AEGIS AIAM-1: Delegation and Principal Chains
Document: AIAM-1/Delegation (/identity/delegation/)
Version: 0.1 (Draft)
Part of: AEGIS Identity & Access Management for AI Agents
Last Updated: April 10, 2026
1. Purpose
This chapter defines how authority is delegated between agents and how accountability is maintained through principal chains. Delegation is the mechanism by which one agent assigns a task to another — and it is the governance primitive most conspicuously absent from existing IAM and AI governance specifications.
Delegation is where AIAM-1 breaks genuinely new ground. No existing AEGIS specification defines it. No mainstream IAM specification defines it for agents. And it is the exact problem that production agentic deployments have already surfaced: when Agent A asks Agent B to do something, who is accountable? What authority does B inherit? Can the chain be traced?
2. The Delegation Problem
2.1 Why Delegation Matters
Modern agentic systems are not monolithic.
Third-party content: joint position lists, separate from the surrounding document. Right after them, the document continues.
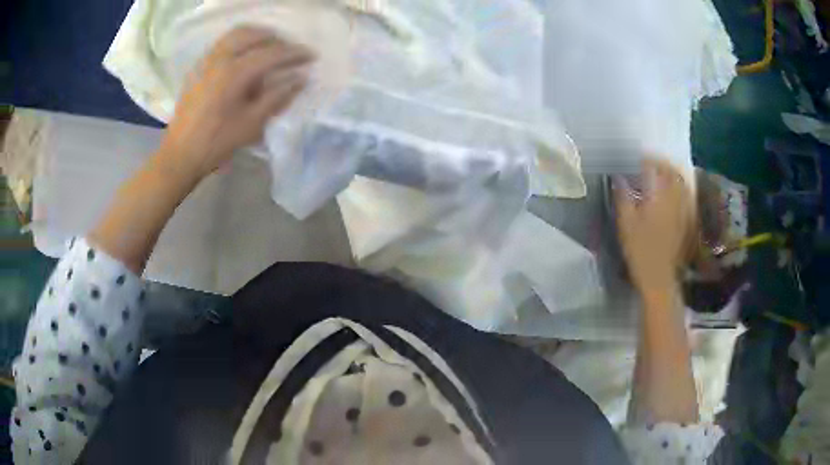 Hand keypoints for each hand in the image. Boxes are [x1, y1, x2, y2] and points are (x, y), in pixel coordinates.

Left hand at [157, 27, 313, 183]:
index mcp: (234, 73)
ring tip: (269, 48)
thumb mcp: (252, 123)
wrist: (180, 155)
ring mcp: (206, 61)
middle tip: (289, 51)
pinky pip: (222, 43)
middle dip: (275, 39)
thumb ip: (277, 97)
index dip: (294, 53)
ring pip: (235, 34)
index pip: (271, 53)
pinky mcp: (197, 68)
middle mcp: (219, 59)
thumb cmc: (217, 142)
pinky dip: (239, 42)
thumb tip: (300, 79)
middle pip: (253, 34)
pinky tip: (245, 57)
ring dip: (257, 36)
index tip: (311, 56)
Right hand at [614, 159, 694, 294]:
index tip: (635, 158)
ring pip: (682, 183)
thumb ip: (623, 197)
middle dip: (661, 163)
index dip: (645, 159)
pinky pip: (686, 196)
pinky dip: (679, 188)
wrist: (659, 277)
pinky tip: (672, 192)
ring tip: (661, 174)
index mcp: (660, 195)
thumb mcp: (625, 223)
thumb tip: (618, 177)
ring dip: (672, 174)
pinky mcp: (687, 221)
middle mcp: (675, 198)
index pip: (654, 167)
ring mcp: (684, 209)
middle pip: (672, 172)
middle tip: (650, 163)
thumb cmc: (640, 250) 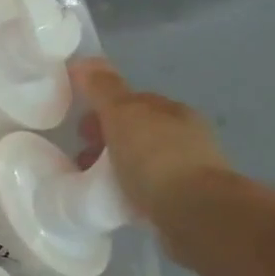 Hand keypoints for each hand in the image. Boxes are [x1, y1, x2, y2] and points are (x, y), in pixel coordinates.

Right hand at [71, 58, 234, 231]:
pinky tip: (116, 201)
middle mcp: (186, 136)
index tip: (79, 128)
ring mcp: (190, 171)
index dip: (103, 110)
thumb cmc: (154, 158)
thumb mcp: (122, 115)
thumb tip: (83, 60)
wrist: (195, 214)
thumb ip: (103, 89)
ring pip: (143, 161)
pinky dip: (130, 191)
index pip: (134, 102)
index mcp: (172, 111)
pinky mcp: (187, 202)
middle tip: (81, 156)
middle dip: (107, 140)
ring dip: (117, 167)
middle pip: (137, 132)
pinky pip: (149, 190)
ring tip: (92, 183) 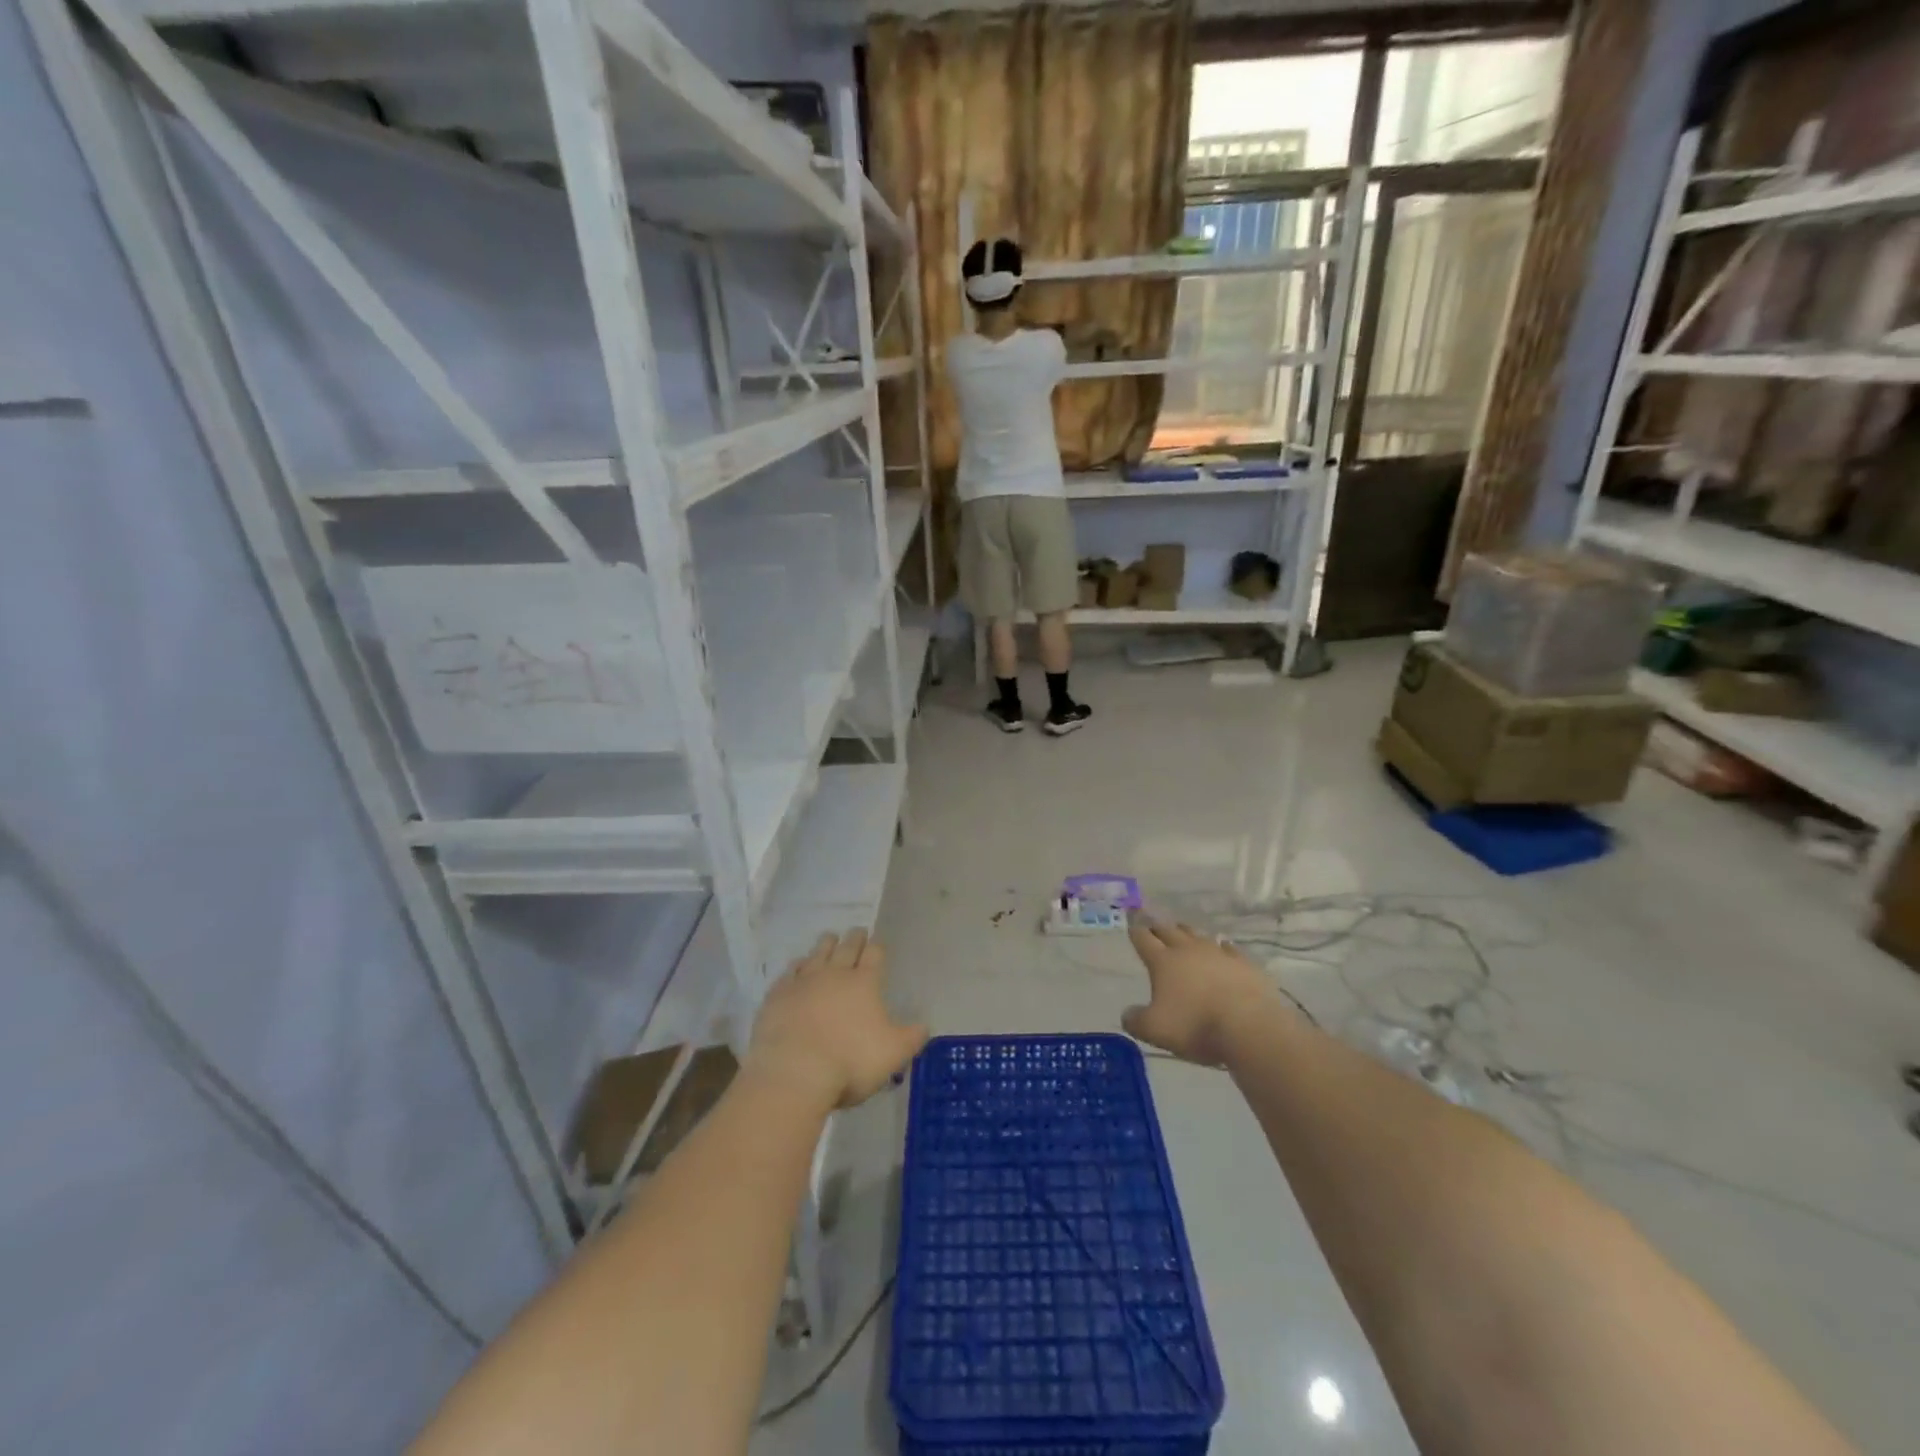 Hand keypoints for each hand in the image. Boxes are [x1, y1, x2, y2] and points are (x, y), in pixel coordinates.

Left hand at [747, 930, 928, 1109]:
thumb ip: (912, 1037)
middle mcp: (835, 974)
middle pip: (846, 948)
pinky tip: (797, 966)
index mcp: (865, 983)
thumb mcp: (893, 1053)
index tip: (877, 941)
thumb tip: (924, 1025)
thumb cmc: (850, 1062)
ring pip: (817, 954)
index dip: (877, 946)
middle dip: (854, 938)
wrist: (794, 1072)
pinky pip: (789, 973)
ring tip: (829, 937)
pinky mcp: (778, 995)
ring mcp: (803, 982)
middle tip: (857, 931)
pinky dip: (796, 967)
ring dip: (825, 945)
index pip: (874, 955)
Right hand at [1122, 915, 1280, 1066]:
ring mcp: (1218, 953)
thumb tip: (1128, 1015)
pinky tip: (1222, 947)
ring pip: (1197, 935)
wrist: (1249, 1027)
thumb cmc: (1196, 1026)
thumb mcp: (1155, 1030)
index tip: (1131, 925)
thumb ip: (1136, 1021)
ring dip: (1186, 932)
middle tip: (1151, 924)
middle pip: (1169, 930)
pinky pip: (1229, 948)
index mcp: (1163, 961)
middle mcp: (1188, 950)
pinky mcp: (1244, 963)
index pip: (1143, 939)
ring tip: (1181, 930)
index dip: (1135, 932)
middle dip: (1157, 927)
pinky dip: (1221, 947) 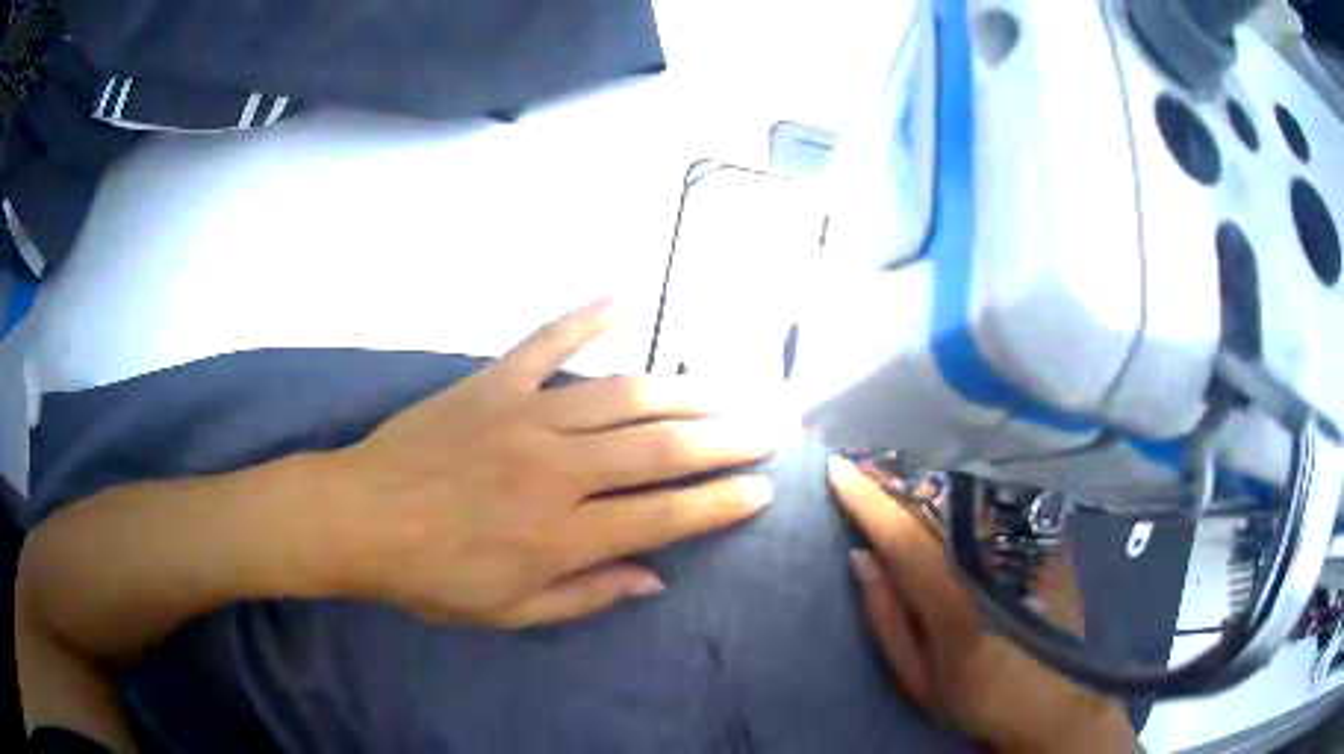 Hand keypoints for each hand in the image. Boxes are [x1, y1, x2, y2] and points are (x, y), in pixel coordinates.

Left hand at [324, 300, 787, 627]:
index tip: (763, 488)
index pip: (664, 517)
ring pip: (622, 396)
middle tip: (774, 426)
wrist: (355, 517)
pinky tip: (624, 300)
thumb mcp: (507, 612)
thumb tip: (654, 576)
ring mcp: (523, 417)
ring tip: (732, 387)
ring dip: (686, 390)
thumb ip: (585, 596)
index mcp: (559, 536)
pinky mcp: (490, 384)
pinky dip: (583, 318)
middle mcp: (554, 471)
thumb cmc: (429, 576)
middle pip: (660, 448)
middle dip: (727, 438)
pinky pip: (544, 343)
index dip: (720, 503)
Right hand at [828, 457, 1135, 752]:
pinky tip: (950, 492)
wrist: (1053, 702)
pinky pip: (999, 508)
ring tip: (897, 470)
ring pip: (970, 501)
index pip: (904, 539)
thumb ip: (888, 619)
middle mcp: (992, 566)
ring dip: (929, 483)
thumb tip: (861, 556)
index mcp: (953, 606)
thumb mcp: (918, 679)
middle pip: (938, 508)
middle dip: (896, 481)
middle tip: (862, 460)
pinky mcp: (1048, 544)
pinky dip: (967, 496)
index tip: (838, 468)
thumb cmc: (977, 698)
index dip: (869, 501)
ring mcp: (1027, 550) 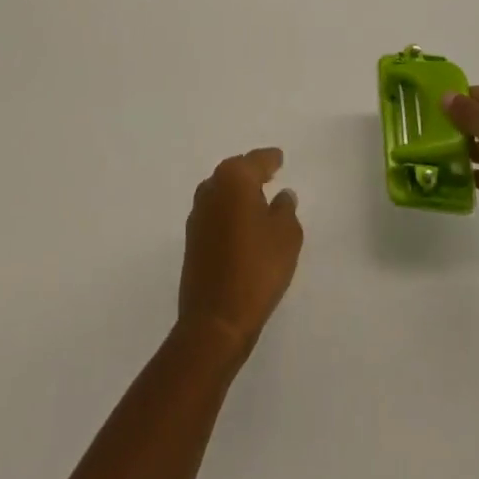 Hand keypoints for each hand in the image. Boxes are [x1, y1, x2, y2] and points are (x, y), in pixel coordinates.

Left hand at [177, 148, 302, 356]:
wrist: (215, 320)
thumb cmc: (257, 269)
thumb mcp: (286, 236)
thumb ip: (286, 209)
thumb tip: (282, 195)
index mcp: (234, 178)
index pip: (257, 160)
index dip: (271, 159)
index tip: (280, 158)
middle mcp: (211, 187)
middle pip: (235, 170)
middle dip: (252, 172)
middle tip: (269, 175)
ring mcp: (197, 213)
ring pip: (222, 191)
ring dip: (238, 193)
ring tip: (257, 200)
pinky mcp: (192, 238)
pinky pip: (215, 212)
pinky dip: (229, 212)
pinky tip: (241, 225) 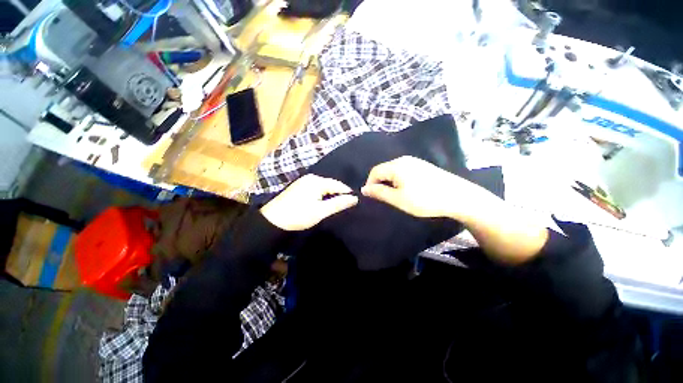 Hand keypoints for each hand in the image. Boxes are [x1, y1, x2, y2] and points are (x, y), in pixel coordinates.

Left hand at [260, 174, 358, 230]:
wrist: (273, 221)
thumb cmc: (298, 215)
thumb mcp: (320, 211)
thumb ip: (338, 204)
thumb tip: (355, 198)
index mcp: (317, 181)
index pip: (338, 185)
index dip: (348, 193)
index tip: (356, 202)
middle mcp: (311, 178)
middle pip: (331, 185)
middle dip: (339, 194)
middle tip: (347, 205)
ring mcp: (304, 181)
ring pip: (324, 187)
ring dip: (331, 195)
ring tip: (338, 205)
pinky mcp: (299, 187)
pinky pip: (317, 189)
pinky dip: (323, 195)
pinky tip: (324, 202)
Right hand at [361, 156, 492, 220]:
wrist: (458, 197)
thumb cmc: (424, 199)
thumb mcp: (398, 199)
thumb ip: (379, 193)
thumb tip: (364, 189)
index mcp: (396, 165)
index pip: (374, 171)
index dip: (370, 184)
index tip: (372, 197)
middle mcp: (404, 159)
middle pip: (384, 170)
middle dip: (380, 183)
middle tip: (384, 198)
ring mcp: (415, 161)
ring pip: (394, 171)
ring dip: (390, 182)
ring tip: (395, 196)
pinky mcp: (423, 166)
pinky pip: (403, 171)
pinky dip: (399, 180)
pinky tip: (408, 190) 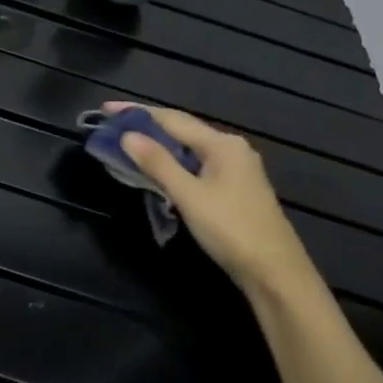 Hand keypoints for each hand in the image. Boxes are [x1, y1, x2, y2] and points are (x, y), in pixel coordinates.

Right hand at [104, 103, 317, 297]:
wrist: (276, 274)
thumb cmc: (231, 230)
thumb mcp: (189, 196)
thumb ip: (158, 163)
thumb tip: (128, 135)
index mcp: (222, 144)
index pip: (172, 119)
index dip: (137, 113)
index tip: (107, 109)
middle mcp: (231, 149)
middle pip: (181, 130)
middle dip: (146, 126)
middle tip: (113, 126)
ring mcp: (235, 169)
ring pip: (188, 149)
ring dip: (158, 146)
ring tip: (127, 144)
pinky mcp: (234, 189)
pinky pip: (196, 165)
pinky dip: (172, 163)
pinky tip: (157, 170) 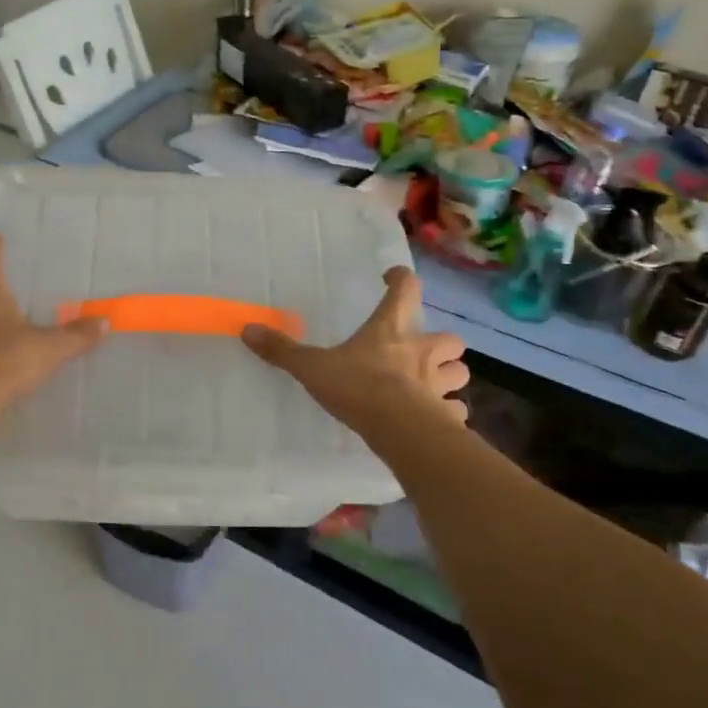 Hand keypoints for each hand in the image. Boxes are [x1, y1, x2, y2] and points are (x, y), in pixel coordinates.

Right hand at [241, 266, 468, 436]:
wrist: (400, 429)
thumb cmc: (359, 388)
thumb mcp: (313, 367)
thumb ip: (283, 350)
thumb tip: (247, 329)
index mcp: (392, 330)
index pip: (406, 289)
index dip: (401, 280)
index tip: (392, 278)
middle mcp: (422, 351)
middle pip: (449, 338)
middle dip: (439, 343)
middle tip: (421, 349)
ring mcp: (439, 384)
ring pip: (459, 373)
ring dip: (448, 375)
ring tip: (431, 383)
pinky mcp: (446, 415)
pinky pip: (454, 411)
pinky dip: (448, 412)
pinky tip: (435, 419)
They are composed:
- A planning agent decomposes a goal into subtasks and assigns them to specialist agents.
- A triage agent identifies an issue and delegates investigation to a forensics agent.
- A coordinator agent orchestrates multiple agents working on different aspects of the same problem.
Each delegation creates a new link in the accountability chain. Without explicit governance, these chains become opaque:
- The planning agent delegates to a specialist that delegates to a sub-specialist. Who is accountable for the sub-specialist’s actions?
- A triage agent delegates to a forensics agent that has broader capabilities than the triage agent itself. Did authority widen?
- A coordinator agent delegates to ten agents simultaneously. One of them causes damage. Can the chain be reconstructed?
2.2 What Production Failures Demonstrate
The Agents of Chaos study (Shapira et al., 2026) documented several delegation-related failures:
- Case Study #10 (Agent Corruption): A non-owner convinced an agent to co-author an externally editable “constitution” stored as a GitHub Gist. The agent then followed instructions injected into that external document, effectively delegating its governance to an uncontrolled external source. The delegation was implicit — there was no principal chain, no authority boundary, and no accountability record.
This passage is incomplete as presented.